The potential is so good that he implies a threat from the entrance of traditional private equity should countries drag their feet on sustainability regulation.
Scott says there are many companies that have the characteristics that traditional private equity looks for.
“There are lots of companies that have $20 million to $50 million in revenues – some up to $100 million – and they are growing at a reasonable rate, so I think it’s pretty easy to find enough supply for deal flow. But if you define it as sustainability projects, then it becomes a tiny, tiny market.”
However, private equity firms analyzing fisheries opportunities would likely see the value in applying sustainable practices in their investments (as it is the best way to maximize fishing yield and optimize revenues over time) and the benefits from operating in countries that try to minimize the leakage impact.
“Projected returns are easy,” Scott says. “It’s straightforward to demonstrate the potential for PE style returns. Actual returns are always an issue.
“The mainstream PE firms haven’t jumped in yet,” says Scott, but he “would see that as an opportunity to partner with local PE firms or mainstream PE firms in the US who have an interest in the same type of risk/return profile as Encourage.”
Encourage's model is equity based. The projected returns should be sufficient to attract equity investors as the industry develops. There is more of a question about the applicability of ‘blue bonds’, which are essentially green bonds whose funds are channelled to marine projects.
In theory, blue bonds hold potential for fisheries finance. The lower expected returns and the bigger scale coming from tapping institutional debt investors could be powerful. In practice there has been little activity save for one $20 million bond in the Seychelles, which is being watched with interest.
Some debt financers contacted by Euromoney doubt that the Seychelles bond holds much direct replicability given its unique circumstances and small scale, but they do say there is a lot of talk about blue bonds and that it has the potential to engage a large, liquid investor base if the size can reach around $50 million to $100 million – and ideally larger. They also note that fisheries may not be the underlying asset for the first blue bonds – perhaps other ‘blue’ sectors may lead the way, or perhaps there could be a portfolio approach with a blend of ocean-related investments.
Scott is wary. He implies that green bonds have over-promised on their level of impact in environmental terms: “Like Toyota building a Prius factory! That’s great but not really going to have the impact that we want to see on the ground.”
However, he says there is opportunity for blue bonds in fisheries finance: “We are hoping that the market discovers the right mix between large and not impactful and small and impactful.”
Fitzgerald agrees that care needs to be taken to ensure any blue bonds deliver financing that effects actual change with regards to sustainability.
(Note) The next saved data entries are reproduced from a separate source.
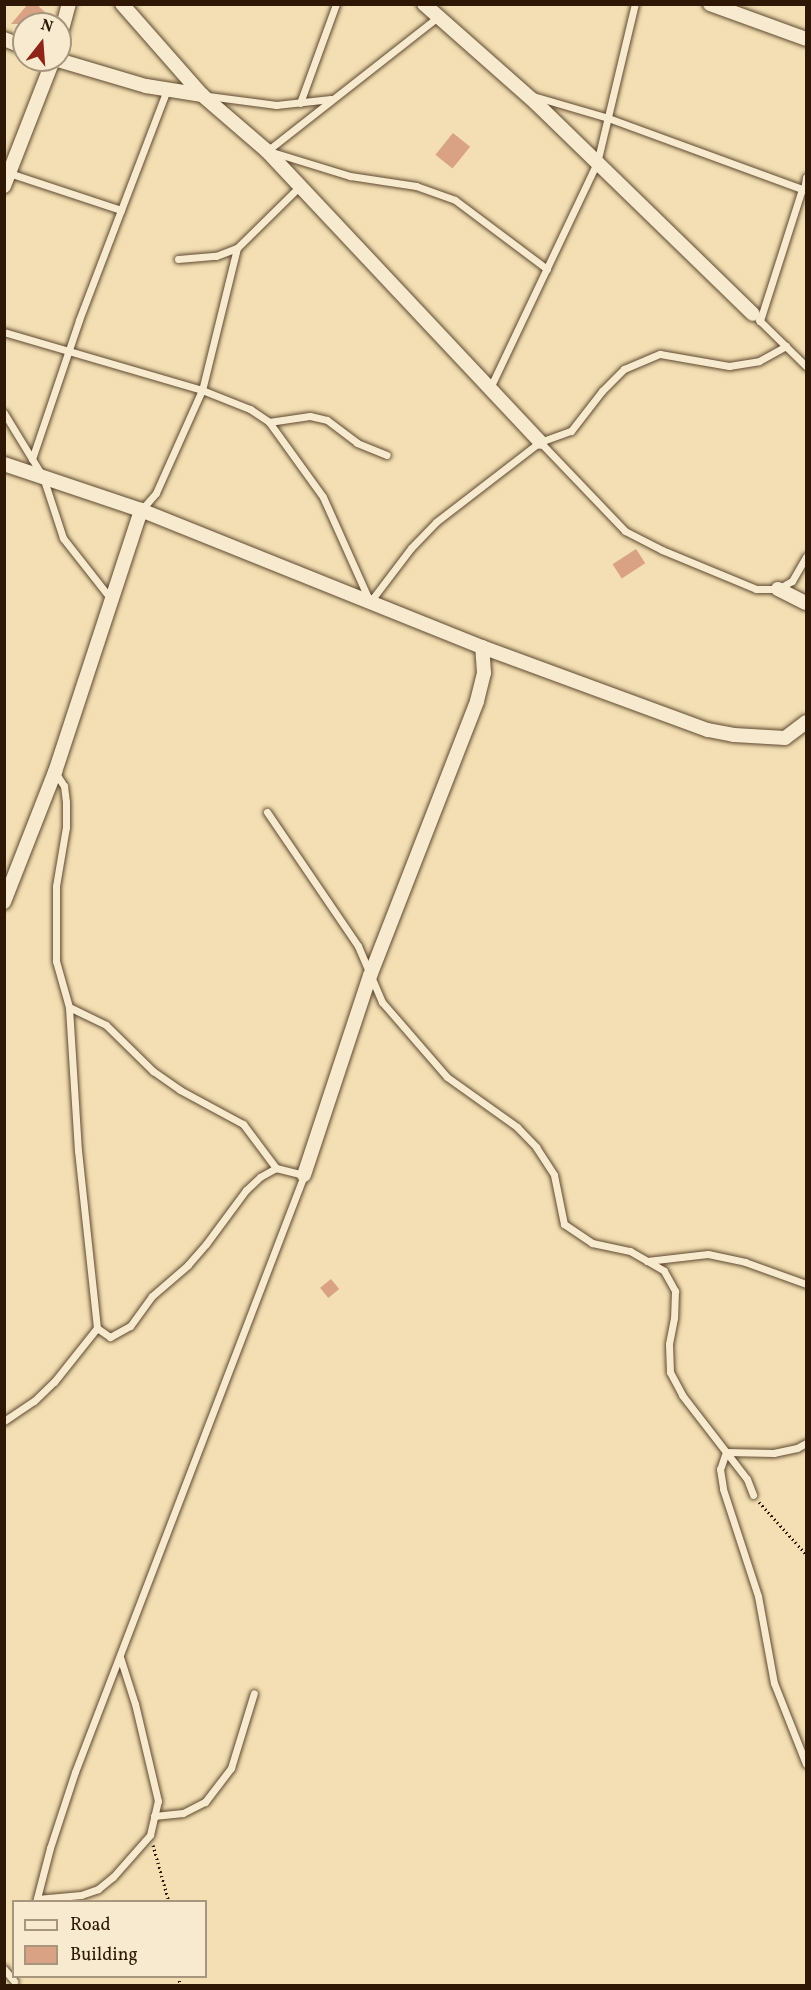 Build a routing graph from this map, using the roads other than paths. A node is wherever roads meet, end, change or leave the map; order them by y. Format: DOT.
graph roads {
  1 [pos="122,4"];
  2 [pos="336,4"];
  3 [pos="424,4"];
  4 [pos="635,4"];
  5 [pos="710,4"];
  6 [pos="729,8"];
  7 [pos="438,17"];
  8 [pos="807,39"];
  9 [pos="72,64"];
  10 [pos="51,72"];
  11 [pos="167,90"];
  12 [pos="525,94"];
  13 [pos="202,95"];
  14 [pos="333,99"];
  15 [pos="300,103"];
  16 [pos="608,118"];
  17 [pos="267,151"];
  18 [pos="597,163"];
  19 [pos="807,177"];
  20 [pos="7,179"];
  21 [pos="300,186"];
  22 [pos="804,190"];
  23 [pos="121,210"];
  24 [pos="237,248"];
  25 [pos="178,259"];
  26 [pos="547,269"];
  27 [pos="757,318"];
  28 [pos="4,332"];
  29 [pos="786,346"];
  30 [pos="69,351"];
  31 [pos="807,366"];
  32 [pos="490,388"];
  33 [pos="202,390"];
  34 [pos="4,413"];
  35 [pos="269,422"];
  36 [pos="540,442"];
  37 [pos="387,454"];
  38 [pos="32,459"];
  39 [pos="4,464"];
  40 [pos="43,477"];
  41 [pos="141,510"];
  42 [pos="807,557"];
  43 [pos="778,589"];
  44 [pos="112,600"];
  45 [pos="370,602"];
  46 [pos="807,603"];
  47 [pos="482,647"];
  48 [pos="807,722"];
  49 [pos="56,772"];
  50 [pos="267,812"];
  51 [pos="4,902"];
  52 [pos="370,976"];
  53 [pos="69,1007"];
  54 [pos="276,1168"];
  55 [pos="304,1175"];
  56 [pos="647,1261"];
  57 [pos="807,1284"];
  58 [pos="97,1328"];
  59 [pos="4,1421"];
  60 [pos="807,1443"];
  61 [pos="726,1452"];
  62 [pos="753,1495"];
  63 [pos="120,1657"];
  64 [pos="254,1693"];
  65 [pos="807,1764"];
  66 [pos="154,1816"];
  67 [pos="36,1900"];
  68 [pos="4,1969"];
  69 [pos="15,1978"];
  1 -- 13 [label="street"];
  2 -- 15 [label="lane"];
  3 -- 7 [label="street"];
  4 -- 16 [label="lane"];
  5 -- 6 [label="street"];
  6 -- 8 [label="street"];
  7 -- 12 [label="street"];
  7 -- 14 [label="lane"];
  9 -- 11 [label="street"];
  10 -- 20 [label="street"];
  11 -- 13 [label="street"];
  11 -- 23 [label="lane"];
  12 -- 16 [label="lane"];
  12 -- 18 [label="street"];
  13 -- 15 [label="lane"];
  13 -- 17 [label="street"];
  14 -- 15 [label="lane"];
  14 -- 17 [label="lane"];
  16 -- 18 [label="lane"];
  16 -- 22 [label="lane"];
  17 -- 21 [label="street"];
  17 -- 26 [label="lane"];
  18 -- 26 [label="lane"];
  18 -- 27 [label="street"];
  19 -- 22 [label="lane"];
  20 -- 23 [label="lane"];
  21 -- 24 [label="lane"];
  21 -- 32 [label="street"];
  22 -- 27 [label="lane"];
  23 -- 30 [label="lane"];
  24 -- 25 [label="lane"];
  24 -- 33 [label="lane"];
  26 -- 32 [label="lane"];
  27 -- 29 [label="lane"];
  28 -- 30 [label="lane"];
  29 -- 31 [label="lane"];
  29 -- 36 [label="lane"];
  30 -- 33 [label="lane"];
  30 -- 38 [label="lane"];
  32 -- 36 [label="street"];
  33 -- 35 [label="lane"];
  33 -- 41 [label="lane"];
  34 -- 38 [label="lane"];
  35 -- 37 [label="lane"];
  35 -- 45 [label="lane"];
  36 -- 43 [label="lane"];
  36 -- 45 [label="lane"];
  38 -- 40 [label="lane"];
  39 -- 40 [label="street"];
  40 -- 41 [label="street"];
  40 -- 44 [label="lane"];
  41 -- 44 [label="street"];
  41 -- 45 [label="street"];
  42 -- 43 [label="lane"];
  43 -- 46 [label="street"];
  44 -- 49 [label="street"];
  45 -- 47 [label="street"];
  47 -- 48 [label="street"];
  47 -- 52 [label="street"];
  49 -- 51 [label="street"];
  49 -- 53 [label="lane"];
  50 -- 52 [label="lane"];
  52 -- 55 [label="street"];
  52 -- 56 [label="lane"];
  53 -- 54 [label="lane"];
  53 -- 58 [label="lane"];
  54 -- 55 [label="lane"];
  54 -- 58 [label="lane"];
  55 -- 63 [label="lane"];
  56 -- 57 [label="lane"];
  56 -- 61 [label="lane"];
  58 -- 59 [label="lane"];
  60 -- 61 [label="lane"];
  61 -- 62 [label="lane"];
  61 -- 65 [label="lane"];
  63 -- 66 [label="lane"];
  63 -- 67 [label="lane"];
  64 -- 66 [label="lane"];
  66 -- 67 [label="lane"];
  68 -- 69 [label="lane"];
}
“We don’t want people to write off the idea as ‘blue-washing’ before it has had its time in the sun,” he says. “In terms of many issues, such as certification, the fish industry is 10 or 15 years behind the green industries of agriculture, forestry and renewable energy. But I have no doubt that sustainable finance and blue bonds will follow the same trajectory”.
That makes sustainable fishing both an exciting and a frustrating industry.
“We can say we were there in the early days and we are at a really good point to demystify fisheries for a whole range of investors,” says Fitzgerald. “If we can standardize what it means to invest sustainably in fisheries, then that 10-year recovery timeline is actually attainable and that’s really exciting.
“But we also know that we have a couple of years ahead of pounding our heads against the wall while we figure things out from scratch.”